Cassandra Lubbers, a senior anthropology major at USF, is what some may call a hippie, but also a Vibram enthusiast. She is the vice president of USF’s Rock Climbing club, and has become an avid fan of the FiveFinger shoes. They makes her bare-footed nature not only socially acceptable, but also comfortable and safe for her recreational activities.

“My first opinion of them was that they looked like gorilla toe socks, but they were intriguing and unique,” said Lubbers, who first learned about the Vibram shoes three years ago from her boyfriend.

While a handful of people in the Rock Climbing club wear the FiveFinger shoes, Lubbers did note that she sees more and more of these unique shoes at USF everyday. “I have seen a lot more people wearing them,” said Lubbers, “not necessarily for the right reasons though. More to look cool.”

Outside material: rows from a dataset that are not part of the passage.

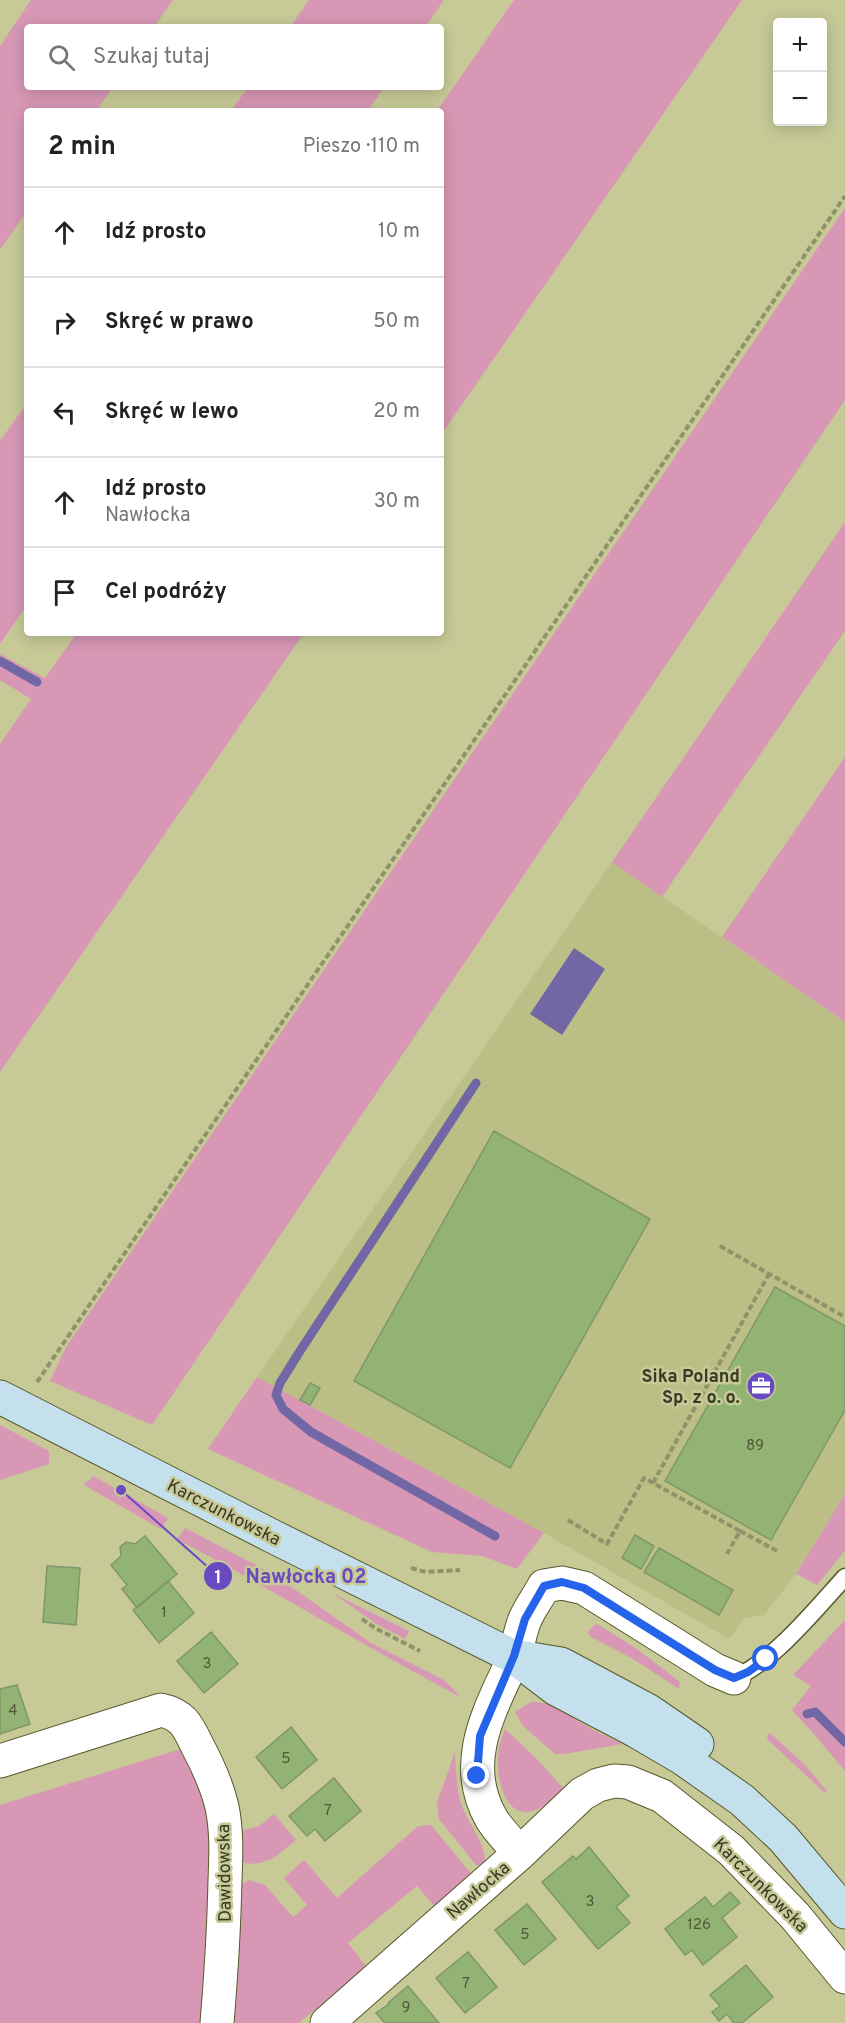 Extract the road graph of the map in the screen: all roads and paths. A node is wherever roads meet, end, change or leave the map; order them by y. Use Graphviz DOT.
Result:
graph roads {
  1 [pos="845,196"];
  2 [pos="720,1246"];
  3 [pos="769,1274"];
  4 [pos="845,1317"];
  5 [pos="10,1402"];
  6 [pos="653,1483"];
  7 [pos="568,1520"];
  8 [pos="740,1531"];
  9 [pos="778,1552"];
  10 [pos="727,1554"];
  11 [pos="845,1577"];
  12 [pos="514,1656"];
  13 [pos="734,1678"];
  14 [pos="0,1761"];
  15 [pos="520,1853"];
  16 [pos="845,1887"];
  17 [pos="845,1912"];
  18 [pos="845,1977"];
  19 [pos="217,2023"];
  20 [pos="327,2023"];
  1 -- 5 [label="path"];
  2 -- 3 [label="path"];
  3 -- 4 [label="path"];
  3 -- 6 [label="path"];
  5 -- 12 [label="street, Karczunkowska"];
  6 -- 7 [label="path"];
  6 -- 8 [label="path"];
  8 -- 9 [label="path"];
  8 -- 10 [label="path"];
  11 -- 13 [label="lane"];
  12 -- 13 [label="street, Nawłocka"];
  12 -- 15 [label="street, Nawłocka"];
  12 -- 16 [label="street, Karczunkowska"];
  12 -- 17 [label="street, Karczunkowska"];
  14 -- 19 [label="street, Dawidowska"];
  15 -- 18 [label="street, Karczunkowska"];
  15 -- 20 [label="street, Nawłocka"];
}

Besides the aesthetic differences, Vibram shoes are created differently to help improve balance and release unnecessary stress on the spine by forcing you to walk on the balls of your feet. Since your foot is no longer bound in a single position, you have free range of motion that feels natural. “They also help decrease shin splints when running,” said Mullett.

The Vibram shoes sizes are also far more specific than other shoes. A person’s optimal shoe size is determined by an actual measurement of the foot down to one-fourth of an inch so the shoe will fit like a second skin. There are even specific styles for wider feet or a higher instep.

Yet there is a small issue with the Vibram shoes: they cannot be custom made. The sizes have a vast range, but if you happen to have an unusual toe count, Vibrams cannot make you a custom SixFinger.

Unlike other work-out shoes, such as Skechers Shape-Ups, the Vibram shoes are made for outdoor activities and even have specific designs for different sports.

The Vibram “Classics” are the original everyday collection while the “Sprint” collection is made specifically for versatility and jogging. The “Flow” has thicker insulation for colder temperatures and water sports, and the KSO (Keep Stuff Out) has a razor-siped outer sole for better traction. There is also the “Treksport” designed to endure rugged outdoor terrain and the “Bikila” for high performance running. Vibram even has a line of FiveFinger shoes for kids.

“We don’t sell much of the ‘Classics’ or the ‘Sprints’,” said Mullett, “but the ‘KSO’ and ‘Kila’ are out of stock constantly.”

Not everyone sees the FiveFingers shoes as a fashionable alternative to sneakers though. “I think those shoes are hideous,” said Jacob Senkbeil, a junior biochemical major. “I don’t care if they make my feet flame-resistant, I would never wear them.”

“We have been barefoot since the beginning of humans,” said Lubbers, “and [regular] shoes do not form to your feet like Vibrams do. They are more natural, yet still protect you from garbage and debris.”

While the shoes are made thin enough to give you the sensation of being barefoot, they are made to endure rugged terrain and last for years. “They are made specifically for outdoor use,” said Mullett. “I haven’t gotten a single complaint on them since I’ve worked here.”

“I mainly wear them when I go hiking,” said Nichols, a junior business major. “They have a lot of traction and it’s seriously like being barefoot, just with bonus protection.”

Unlike other shoe fads, the Vibrams have just increased in popularity since 2008. “Crocs hit for a while and kind of died off, but these [Vibram FiveFingers] are staying strong,” said Mullett.

“I think the sales are just going to keep increasing,” agreed Murphy. All we can do is wait and see if the barefoot trend catches on, or see if our Vibrams are ultimately doomed to be thrown in the back of the closets next to our Heelys.